The long-running dispute over the future of Byron’s Railway Park rotunda appears to be a step closer to resolution, after Council agreed to give the much-loved structure a permanent home in the park.
Council has been endeavouring to resolve the question of the rotunda’s fate ever since it gave the building’s inhabitants – the Byron Environment Centre – an eviction notice in October 2017 without consulting them or the community.
That eviction was hastily withdrawn a month later following an intense public backlash, but Council’s plan for a major redevelopment in the park meant the building still faced an uncertain future.
That uncertainty was partly addressed at last Thursday’s full Council meeting, when councillors voted to give the rotunda a permanent home on the northern edge of the park next to the Commonwealth Bank.
Acting mayor Michael Lyon (Greens) also included a provision for that part of the park’s redevelopment to be completed first so that the building only has to be moved once.
The BEC’s convenor John Lazarus said the group wasn’t entirely happy with the location, but was willing to live with the compromise.
‘I think it lowers the profile of the rotunda in town, but looking at it pragmatically it does give it a permanent home in the centre of town,’ he said.

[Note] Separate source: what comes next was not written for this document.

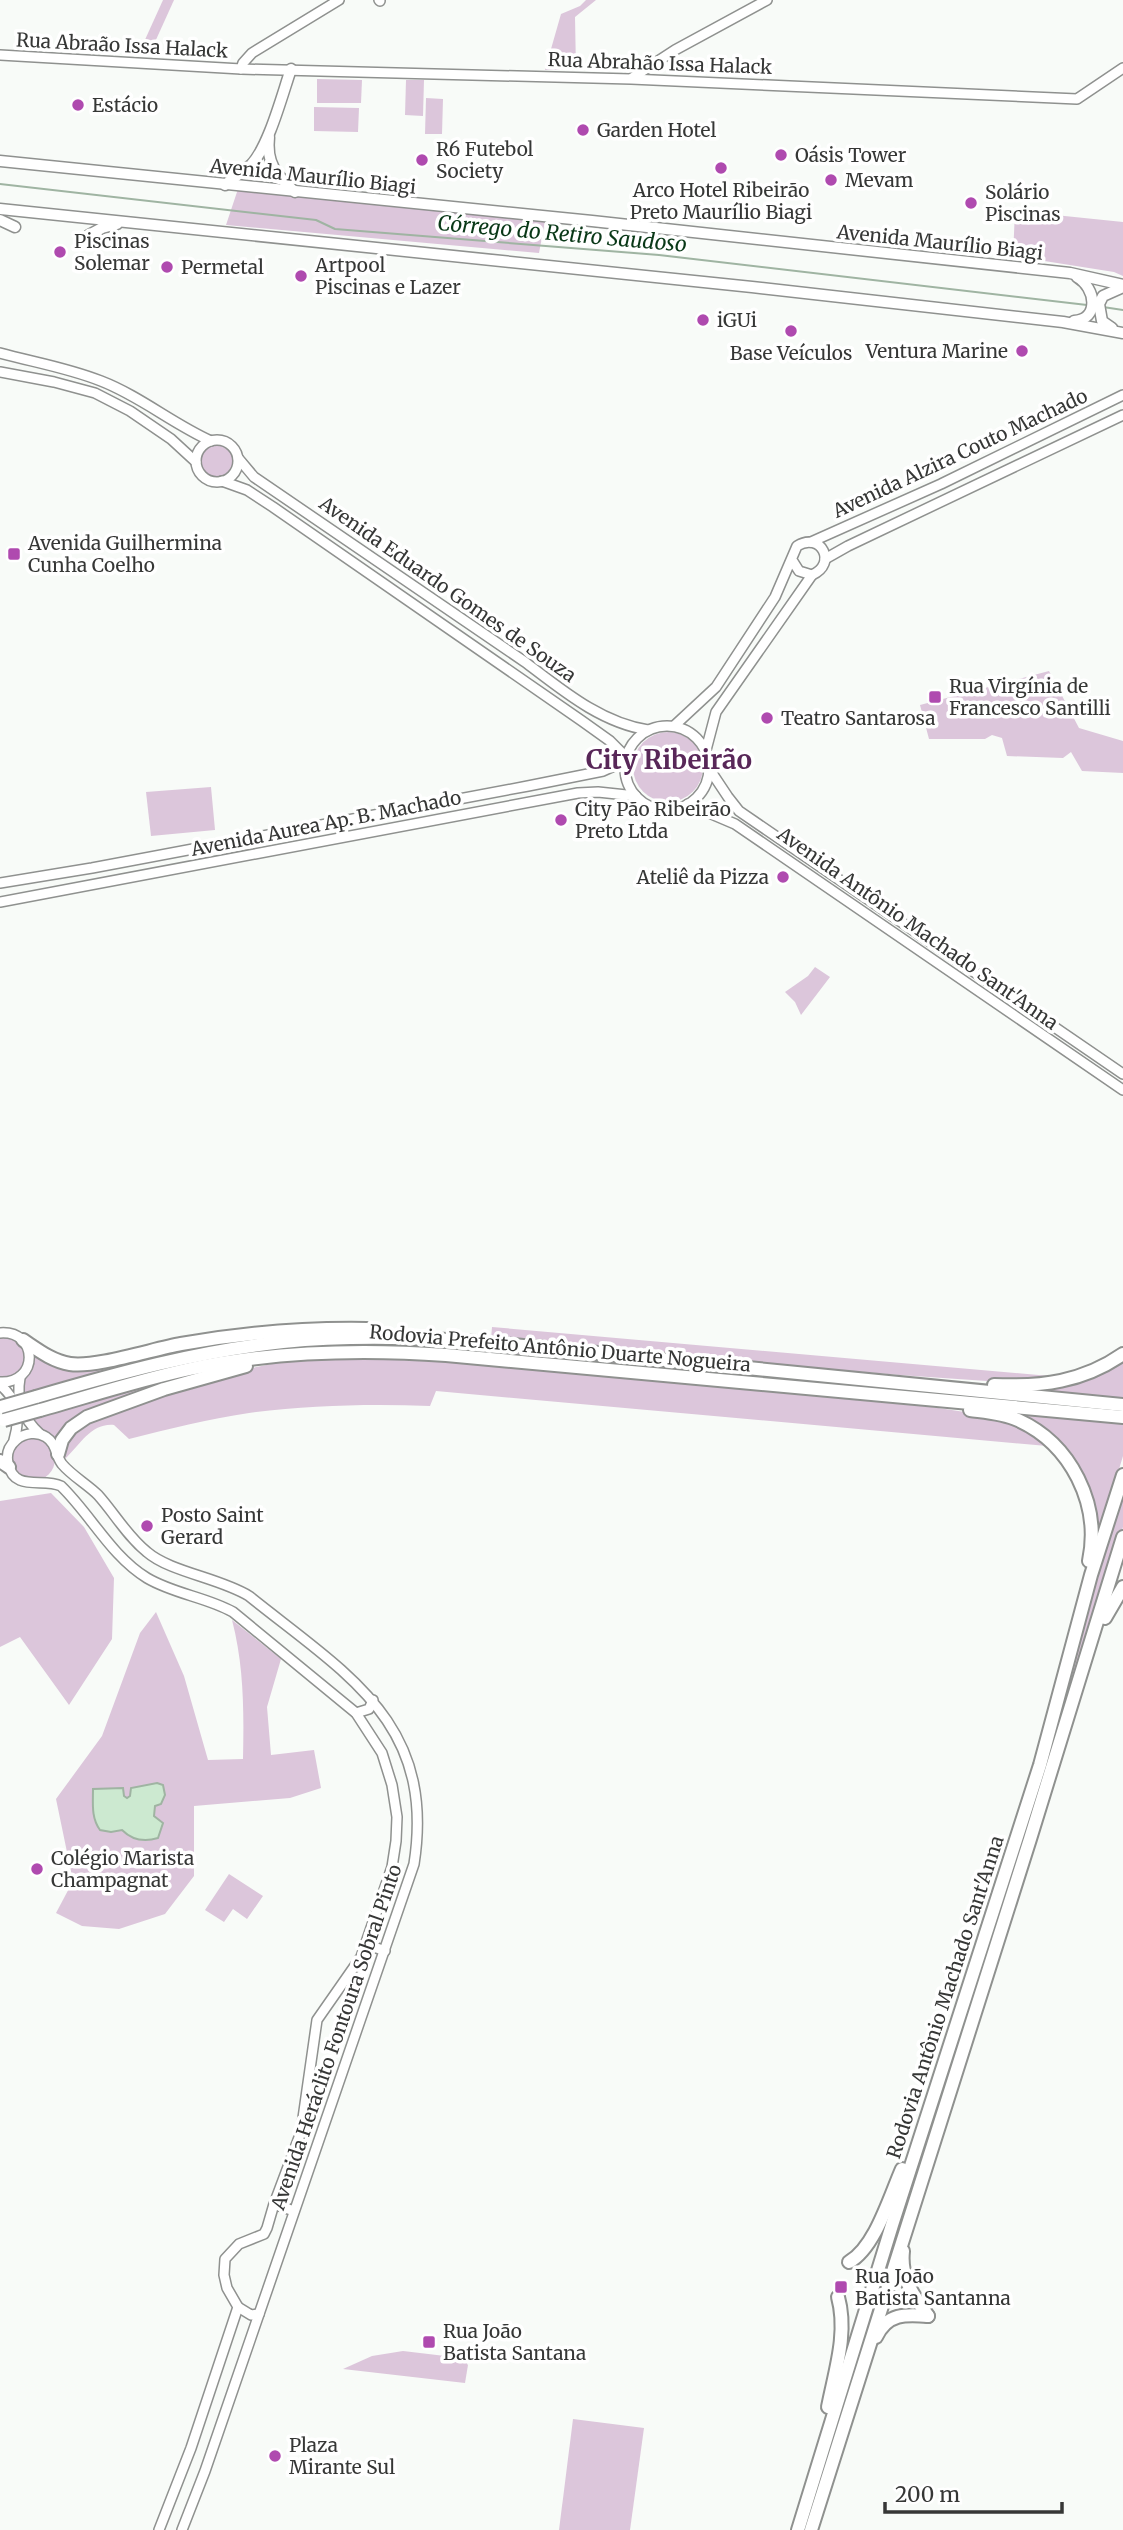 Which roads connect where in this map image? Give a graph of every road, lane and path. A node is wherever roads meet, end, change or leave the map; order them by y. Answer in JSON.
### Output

‘We think there are things we can do to revitalise that part of the park.’
While the future of the rotunda now appears secure, it remains to be seen whether the BEC will have a permanent home there.
The resolution at last week’s Council meeting states that an expression of interest process will now be held to determine who gets use of the building.
Cr Lyon told the meeting that he expected the BEC would ‘probably be the only applicant’ in this process, but this does not guarantee the BEC’s long-term future in the park.
‘I’d prefer for the process to be completely open and transparent than to get the lease on the quiet,’ Mr Lazarus said.
‘But if we do get the lease it will really depend on how long the term is. If it’s 21 years then we can feel confident that we have a long-term home.’
Questions also remain as to Council’s claim to ‘own’ the rotunda, with some maintaining that the structure itself is owned by the man who built it more than two decades ago. Council staff’s position is that Australian law doesn’t recognise splitting the ownership of a building from the land it sits on, and so it must ‘retain ownership of the structure’ if it is to stay in the park.